Question

A radioactive material decays by simultaneous emission of two particles with respective half-lives 1620 and 810 years. The time, in years, after which one-fourth of the material remains is:
A. 1080
B. 2430
C. 3240
D. 4860

Answer 1

Hint: Radioactive processes are generally 1st order reactions. The half-life of the reaction is the time required to reduce half of the concentration of the reactant. The half-life of the 1st order reaction does not depend upon the concentration of the reactant.

Formula used: \[N = {N_0}{\left( {\dfrac{1}{2}} \right)^n}\], \[n = \dfrac{{time{\text{ }}of{\text{ }}deccay}}{{effective{\text{ }}half - life}}\],\[\lambda = \dfrac{{\ln 2}}{T}\] ,\[{\lambda _1} + {\lambda _2} = \dfrac{{\ln 2}}{{{T_1}}} + \dfrac{{\ln 2}}{{{T_2}}}\] ,\[\dfrac{1}{T} = \dfrac{1}{{{T_1}}} + \dfrac{1}{{{T_2}}}\]

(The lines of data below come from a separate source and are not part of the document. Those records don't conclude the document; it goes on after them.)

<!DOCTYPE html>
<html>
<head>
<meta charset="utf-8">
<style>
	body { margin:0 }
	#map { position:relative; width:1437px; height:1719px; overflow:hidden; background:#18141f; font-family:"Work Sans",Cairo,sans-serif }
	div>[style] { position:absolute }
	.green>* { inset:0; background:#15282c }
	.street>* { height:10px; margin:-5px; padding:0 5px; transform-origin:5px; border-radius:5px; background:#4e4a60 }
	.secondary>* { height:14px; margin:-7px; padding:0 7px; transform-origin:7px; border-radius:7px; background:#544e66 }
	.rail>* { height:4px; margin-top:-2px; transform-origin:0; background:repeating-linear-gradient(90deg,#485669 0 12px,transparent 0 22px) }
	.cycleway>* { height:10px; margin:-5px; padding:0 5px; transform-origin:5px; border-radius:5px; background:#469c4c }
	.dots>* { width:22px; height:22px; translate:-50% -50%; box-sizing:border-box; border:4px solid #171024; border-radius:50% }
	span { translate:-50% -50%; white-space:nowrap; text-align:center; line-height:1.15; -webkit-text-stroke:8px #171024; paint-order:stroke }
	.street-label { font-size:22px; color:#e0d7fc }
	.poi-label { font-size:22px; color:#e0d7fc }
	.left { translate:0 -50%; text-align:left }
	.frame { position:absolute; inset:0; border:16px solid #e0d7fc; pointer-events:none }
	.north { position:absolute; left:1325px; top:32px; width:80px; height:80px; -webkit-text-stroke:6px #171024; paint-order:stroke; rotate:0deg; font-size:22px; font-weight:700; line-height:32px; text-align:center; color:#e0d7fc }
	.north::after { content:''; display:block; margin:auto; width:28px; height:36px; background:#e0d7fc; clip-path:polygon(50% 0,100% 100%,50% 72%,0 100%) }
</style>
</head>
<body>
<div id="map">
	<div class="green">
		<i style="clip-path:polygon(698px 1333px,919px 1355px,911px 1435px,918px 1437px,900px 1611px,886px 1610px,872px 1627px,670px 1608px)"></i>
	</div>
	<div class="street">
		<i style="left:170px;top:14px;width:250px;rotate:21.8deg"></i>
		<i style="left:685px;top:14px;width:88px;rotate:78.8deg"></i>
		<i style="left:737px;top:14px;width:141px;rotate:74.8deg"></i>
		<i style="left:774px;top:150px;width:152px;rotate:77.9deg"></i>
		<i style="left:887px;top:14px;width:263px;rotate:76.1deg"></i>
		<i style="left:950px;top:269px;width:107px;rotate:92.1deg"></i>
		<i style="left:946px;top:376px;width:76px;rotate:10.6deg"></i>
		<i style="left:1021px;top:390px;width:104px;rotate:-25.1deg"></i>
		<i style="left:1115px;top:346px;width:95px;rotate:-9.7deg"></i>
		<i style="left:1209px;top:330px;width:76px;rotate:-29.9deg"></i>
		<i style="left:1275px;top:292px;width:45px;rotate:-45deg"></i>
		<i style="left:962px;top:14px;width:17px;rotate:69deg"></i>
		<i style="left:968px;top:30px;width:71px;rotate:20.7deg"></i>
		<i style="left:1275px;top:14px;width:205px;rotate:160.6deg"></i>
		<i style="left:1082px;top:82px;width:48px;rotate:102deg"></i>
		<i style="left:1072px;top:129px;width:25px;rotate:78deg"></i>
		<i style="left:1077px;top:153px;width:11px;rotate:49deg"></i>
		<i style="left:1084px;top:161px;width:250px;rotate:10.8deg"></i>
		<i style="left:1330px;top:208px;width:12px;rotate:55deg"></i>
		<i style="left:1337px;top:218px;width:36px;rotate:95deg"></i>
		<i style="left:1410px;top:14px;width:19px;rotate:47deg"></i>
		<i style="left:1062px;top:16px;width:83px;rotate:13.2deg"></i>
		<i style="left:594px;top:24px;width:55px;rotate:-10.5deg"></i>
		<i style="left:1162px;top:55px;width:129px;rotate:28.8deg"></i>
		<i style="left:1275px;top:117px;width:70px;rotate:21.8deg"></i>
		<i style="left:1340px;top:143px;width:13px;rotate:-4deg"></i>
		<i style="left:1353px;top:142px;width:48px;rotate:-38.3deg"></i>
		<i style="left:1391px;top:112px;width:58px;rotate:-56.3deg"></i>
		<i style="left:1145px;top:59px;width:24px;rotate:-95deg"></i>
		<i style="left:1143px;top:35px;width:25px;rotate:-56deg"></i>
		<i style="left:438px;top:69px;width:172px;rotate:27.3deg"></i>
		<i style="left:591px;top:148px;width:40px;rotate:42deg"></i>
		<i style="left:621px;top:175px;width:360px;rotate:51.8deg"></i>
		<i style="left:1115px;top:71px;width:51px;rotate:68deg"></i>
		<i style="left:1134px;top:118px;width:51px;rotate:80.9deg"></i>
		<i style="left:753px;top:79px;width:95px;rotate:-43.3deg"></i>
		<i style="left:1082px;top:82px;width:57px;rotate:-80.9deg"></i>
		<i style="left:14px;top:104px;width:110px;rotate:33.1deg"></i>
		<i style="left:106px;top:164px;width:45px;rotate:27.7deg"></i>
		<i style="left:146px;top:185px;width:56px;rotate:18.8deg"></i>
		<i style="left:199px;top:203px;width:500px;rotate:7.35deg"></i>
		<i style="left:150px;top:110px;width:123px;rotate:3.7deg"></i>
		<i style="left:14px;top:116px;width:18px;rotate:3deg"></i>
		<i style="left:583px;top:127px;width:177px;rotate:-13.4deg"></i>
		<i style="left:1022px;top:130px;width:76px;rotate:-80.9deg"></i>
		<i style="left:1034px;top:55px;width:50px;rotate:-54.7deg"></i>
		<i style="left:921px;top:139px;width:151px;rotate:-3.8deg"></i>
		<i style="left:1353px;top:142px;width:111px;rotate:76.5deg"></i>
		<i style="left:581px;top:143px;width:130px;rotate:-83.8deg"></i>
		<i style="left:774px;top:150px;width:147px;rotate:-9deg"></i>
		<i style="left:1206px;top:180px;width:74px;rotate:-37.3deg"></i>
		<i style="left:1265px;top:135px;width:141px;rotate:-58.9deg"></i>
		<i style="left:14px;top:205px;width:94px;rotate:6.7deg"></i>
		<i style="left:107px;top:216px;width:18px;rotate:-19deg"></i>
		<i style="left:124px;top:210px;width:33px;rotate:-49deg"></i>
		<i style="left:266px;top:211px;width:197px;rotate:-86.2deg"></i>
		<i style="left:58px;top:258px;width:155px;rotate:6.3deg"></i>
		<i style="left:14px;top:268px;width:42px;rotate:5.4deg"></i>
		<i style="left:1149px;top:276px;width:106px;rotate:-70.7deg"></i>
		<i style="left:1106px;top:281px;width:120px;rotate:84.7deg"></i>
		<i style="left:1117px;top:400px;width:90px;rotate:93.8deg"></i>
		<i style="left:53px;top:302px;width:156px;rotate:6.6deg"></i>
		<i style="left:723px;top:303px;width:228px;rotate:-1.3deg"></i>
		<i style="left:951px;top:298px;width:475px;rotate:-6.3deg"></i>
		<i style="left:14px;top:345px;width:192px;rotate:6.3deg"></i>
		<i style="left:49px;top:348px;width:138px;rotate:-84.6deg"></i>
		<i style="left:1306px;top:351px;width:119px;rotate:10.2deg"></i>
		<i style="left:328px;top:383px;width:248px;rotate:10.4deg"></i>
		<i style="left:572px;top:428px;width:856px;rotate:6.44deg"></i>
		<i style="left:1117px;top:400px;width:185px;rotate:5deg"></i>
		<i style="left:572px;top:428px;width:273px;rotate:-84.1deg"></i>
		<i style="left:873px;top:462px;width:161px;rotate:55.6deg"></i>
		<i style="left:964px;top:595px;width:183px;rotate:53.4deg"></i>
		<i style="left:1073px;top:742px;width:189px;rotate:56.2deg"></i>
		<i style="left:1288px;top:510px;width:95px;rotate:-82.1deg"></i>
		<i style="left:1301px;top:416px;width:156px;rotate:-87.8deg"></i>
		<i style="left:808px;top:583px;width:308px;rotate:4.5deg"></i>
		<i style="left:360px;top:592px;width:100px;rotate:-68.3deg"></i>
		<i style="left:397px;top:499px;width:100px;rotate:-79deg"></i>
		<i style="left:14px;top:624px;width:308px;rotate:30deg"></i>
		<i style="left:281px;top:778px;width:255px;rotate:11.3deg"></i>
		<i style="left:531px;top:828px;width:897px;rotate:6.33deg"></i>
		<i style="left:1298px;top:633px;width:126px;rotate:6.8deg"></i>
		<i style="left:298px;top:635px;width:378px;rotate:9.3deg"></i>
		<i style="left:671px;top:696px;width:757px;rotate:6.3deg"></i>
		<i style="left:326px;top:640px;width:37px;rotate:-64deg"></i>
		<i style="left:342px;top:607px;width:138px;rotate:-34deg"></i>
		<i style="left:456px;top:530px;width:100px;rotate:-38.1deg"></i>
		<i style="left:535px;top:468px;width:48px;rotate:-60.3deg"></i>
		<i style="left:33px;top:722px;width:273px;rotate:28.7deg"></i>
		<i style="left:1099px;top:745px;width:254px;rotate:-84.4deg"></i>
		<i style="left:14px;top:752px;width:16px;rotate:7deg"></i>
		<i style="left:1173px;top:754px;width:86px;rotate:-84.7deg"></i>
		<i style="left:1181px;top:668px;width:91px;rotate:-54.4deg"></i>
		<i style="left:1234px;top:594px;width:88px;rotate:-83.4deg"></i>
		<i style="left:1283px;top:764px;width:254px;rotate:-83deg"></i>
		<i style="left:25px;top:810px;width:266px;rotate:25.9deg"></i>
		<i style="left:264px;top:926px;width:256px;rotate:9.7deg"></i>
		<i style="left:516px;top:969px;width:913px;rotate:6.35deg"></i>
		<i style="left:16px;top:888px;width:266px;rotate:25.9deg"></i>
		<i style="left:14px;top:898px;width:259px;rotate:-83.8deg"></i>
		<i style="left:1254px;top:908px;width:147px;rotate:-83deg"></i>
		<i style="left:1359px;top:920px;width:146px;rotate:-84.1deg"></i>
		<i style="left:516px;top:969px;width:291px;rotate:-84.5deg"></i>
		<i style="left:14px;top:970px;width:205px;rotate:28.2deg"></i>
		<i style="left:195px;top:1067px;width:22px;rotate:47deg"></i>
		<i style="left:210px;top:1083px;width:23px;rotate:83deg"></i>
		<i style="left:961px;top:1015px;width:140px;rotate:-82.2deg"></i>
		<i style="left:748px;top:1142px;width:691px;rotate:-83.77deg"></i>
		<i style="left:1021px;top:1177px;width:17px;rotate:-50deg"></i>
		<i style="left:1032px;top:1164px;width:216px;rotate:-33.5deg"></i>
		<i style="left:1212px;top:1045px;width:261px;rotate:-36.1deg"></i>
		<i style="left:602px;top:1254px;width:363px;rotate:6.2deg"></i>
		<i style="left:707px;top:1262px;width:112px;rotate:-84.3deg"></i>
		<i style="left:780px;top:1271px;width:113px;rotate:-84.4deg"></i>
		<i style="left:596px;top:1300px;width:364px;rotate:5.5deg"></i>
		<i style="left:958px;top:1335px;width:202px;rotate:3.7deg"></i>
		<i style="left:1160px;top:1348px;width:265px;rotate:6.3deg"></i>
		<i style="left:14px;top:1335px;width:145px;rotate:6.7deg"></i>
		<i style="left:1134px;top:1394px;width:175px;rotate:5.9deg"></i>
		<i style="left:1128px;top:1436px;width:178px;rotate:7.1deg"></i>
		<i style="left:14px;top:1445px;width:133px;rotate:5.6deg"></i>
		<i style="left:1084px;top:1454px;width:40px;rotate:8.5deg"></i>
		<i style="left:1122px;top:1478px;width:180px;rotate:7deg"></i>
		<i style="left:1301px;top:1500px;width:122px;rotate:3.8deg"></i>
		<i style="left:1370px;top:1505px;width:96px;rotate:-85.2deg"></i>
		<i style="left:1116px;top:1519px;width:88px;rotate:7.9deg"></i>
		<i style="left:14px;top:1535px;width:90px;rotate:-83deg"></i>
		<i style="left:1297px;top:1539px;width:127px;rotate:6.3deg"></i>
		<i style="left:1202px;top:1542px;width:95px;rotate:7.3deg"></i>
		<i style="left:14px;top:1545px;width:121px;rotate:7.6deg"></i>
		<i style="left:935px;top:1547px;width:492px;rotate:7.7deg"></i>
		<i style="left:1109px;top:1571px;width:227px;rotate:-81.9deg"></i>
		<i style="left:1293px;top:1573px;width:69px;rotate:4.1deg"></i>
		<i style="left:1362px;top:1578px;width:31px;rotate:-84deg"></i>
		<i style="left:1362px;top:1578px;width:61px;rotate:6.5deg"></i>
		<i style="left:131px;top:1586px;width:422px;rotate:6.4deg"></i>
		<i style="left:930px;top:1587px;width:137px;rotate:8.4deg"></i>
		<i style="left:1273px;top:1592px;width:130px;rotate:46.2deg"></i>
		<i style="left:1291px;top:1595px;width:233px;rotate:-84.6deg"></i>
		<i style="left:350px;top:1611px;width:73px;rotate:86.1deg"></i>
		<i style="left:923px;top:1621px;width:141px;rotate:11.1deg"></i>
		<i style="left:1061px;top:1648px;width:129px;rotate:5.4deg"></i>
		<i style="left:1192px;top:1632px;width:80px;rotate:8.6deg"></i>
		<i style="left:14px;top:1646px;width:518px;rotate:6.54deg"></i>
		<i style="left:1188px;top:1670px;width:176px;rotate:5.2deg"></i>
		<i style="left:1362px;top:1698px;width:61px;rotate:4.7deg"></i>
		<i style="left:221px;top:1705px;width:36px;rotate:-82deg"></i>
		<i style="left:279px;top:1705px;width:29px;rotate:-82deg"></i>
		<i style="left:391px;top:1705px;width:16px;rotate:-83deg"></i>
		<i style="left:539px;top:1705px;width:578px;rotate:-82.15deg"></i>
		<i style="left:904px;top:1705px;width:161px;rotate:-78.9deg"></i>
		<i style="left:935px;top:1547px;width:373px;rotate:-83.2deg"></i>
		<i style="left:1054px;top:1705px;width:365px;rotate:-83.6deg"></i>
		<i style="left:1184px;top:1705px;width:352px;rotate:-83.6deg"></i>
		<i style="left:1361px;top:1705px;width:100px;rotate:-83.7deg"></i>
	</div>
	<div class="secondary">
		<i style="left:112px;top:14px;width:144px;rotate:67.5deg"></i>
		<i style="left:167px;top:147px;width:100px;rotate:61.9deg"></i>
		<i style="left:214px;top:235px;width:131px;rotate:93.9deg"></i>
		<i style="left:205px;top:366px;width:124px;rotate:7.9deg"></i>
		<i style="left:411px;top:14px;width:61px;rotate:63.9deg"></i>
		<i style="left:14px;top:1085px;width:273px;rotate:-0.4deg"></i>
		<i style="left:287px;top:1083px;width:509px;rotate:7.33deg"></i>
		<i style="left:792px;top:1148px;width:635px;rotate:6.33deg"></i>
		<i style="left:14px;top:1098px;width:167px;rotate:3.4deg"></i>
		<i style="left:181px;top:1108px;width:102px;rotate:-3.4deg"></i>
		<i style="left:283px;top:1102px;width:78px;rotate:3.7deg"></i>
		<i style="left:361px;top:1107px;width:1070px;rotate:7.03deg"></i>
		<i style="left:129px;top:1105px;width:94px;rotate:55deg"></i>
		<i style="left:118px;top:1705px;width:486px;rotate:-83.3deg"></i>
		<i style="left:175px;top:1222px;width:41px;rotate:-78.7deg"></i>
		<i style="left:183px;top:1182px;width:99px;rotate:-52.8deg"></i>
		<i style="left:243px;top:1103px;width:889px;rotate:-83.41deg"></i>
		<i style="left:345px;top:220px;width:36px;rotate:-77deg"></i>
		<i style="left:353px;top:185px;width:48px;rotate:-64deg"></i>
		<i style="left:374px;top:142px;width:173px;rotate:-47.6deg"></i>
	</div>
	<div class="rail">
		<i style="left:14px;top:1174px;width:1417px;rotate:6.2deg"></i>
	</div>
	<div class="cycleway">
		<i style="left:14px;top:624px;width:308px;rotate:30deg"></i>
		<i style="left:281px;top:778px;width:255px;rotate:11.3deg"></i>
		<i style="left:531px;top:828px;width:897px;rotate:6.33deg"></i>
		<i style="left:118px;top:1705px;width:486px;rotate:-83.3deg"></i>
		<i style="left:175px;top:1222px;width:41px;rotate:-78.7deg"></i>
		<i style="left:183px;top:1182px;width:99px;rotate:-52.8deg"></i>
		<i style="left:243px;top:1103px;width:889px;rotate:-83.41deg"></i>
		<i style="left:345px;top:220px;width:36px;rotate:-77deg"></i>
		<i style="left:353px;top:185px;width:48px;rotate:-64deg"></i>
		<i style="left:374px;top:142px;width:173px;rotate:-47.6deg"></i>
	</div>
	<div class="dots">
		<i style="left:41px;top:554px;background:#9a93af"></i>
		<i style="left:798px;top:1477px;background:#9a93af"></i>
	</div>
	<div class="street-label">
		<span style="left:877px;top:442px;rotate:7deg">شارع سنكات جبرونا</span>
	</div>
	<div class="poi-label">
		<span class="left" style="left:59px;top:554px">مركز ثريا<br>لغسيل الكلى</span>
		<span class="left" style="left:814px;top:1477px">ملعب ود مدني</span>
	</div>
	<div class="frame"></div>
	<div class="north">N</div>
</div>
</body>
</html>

Complete step by step answer:
According to the law of Rutherford - Soddy the number of atoms left after n number of Half-life is \[N = {N_0}{\left( {\dfrac{1}{2}} \right)^n}\]. Where \[{{\text{N}}_{\text{o}}}\]is the original number of atoms. The number of half-lives
\[n = \dfrac{{time{\text{ }}of{\text{ }}deccay}}{{effective{\text{ }}half - life}}\] . The relation between effective disintegration constant(\[{\text{\lambda }}\])and half-life(\[{\text{T}}\]) is
\[\lambda = \dfrac{{\ln 2}}{T}\] .
Now, \[{\lambda _1} + {\lambda _2} = \dfrac{{\ln 2}}{{{T_1}}} + \dfrac{{\ln 2}}{{{T_2}}}\]
and the effective half-life is
\[\
\dfrac{1}{T} = \dfrac{1}{{{T_1}}} + \dfrac{1}{{{T_2}}} \\
\dfrac{1}{T} = \dfrac{1}{{1620}} + \dfrac{1}{{810}} \\
\dfrac{1}{T} = \dfrac{{1 + 2}}{{1620}} \\
T = 540 \\
\]
Therefore, the number of half-lives is,
\[\
  n = \dfrac{{time{\text{ }}of{\text{ }}deccay}}{{effective{\text{ }}half - life}} \\
  n = \dfrac{t}{{540}} \\
 \]
Now according to the question, \[N = {N_0}{\left( {\dfrac{1}{2}} \right)^n}\]
Therefore,
\[\
\dfrac{N}{{{N_0}}} = {\left( {\dfrac{1}{2}} \right)^2} = {\left( {\dfrac{1}{2}} \right)^{\dfrac{t}{{540}}}} \\
  {\left( {\dfrac{1}{2}} \right)^2} = {\left( {\dfrac{1}{2}} \right)^{\dfrac{t}{{540}}}} \\
  2 = \dfrac{t}{{540}} \\
  t = 1080 \\
 \]
Therefore, the time in years, after which one-fourth of the material remains is 1080 years.

Note:
Chemical reactions are assigned reaction orders that describe their kinetics. A first-order reaction is a reaction that proceeds at a rate that depends linearly on only one reactant concentration. Further, the half-life of a species is the time it takes for the concentration of that substance to fall to half of its initial value.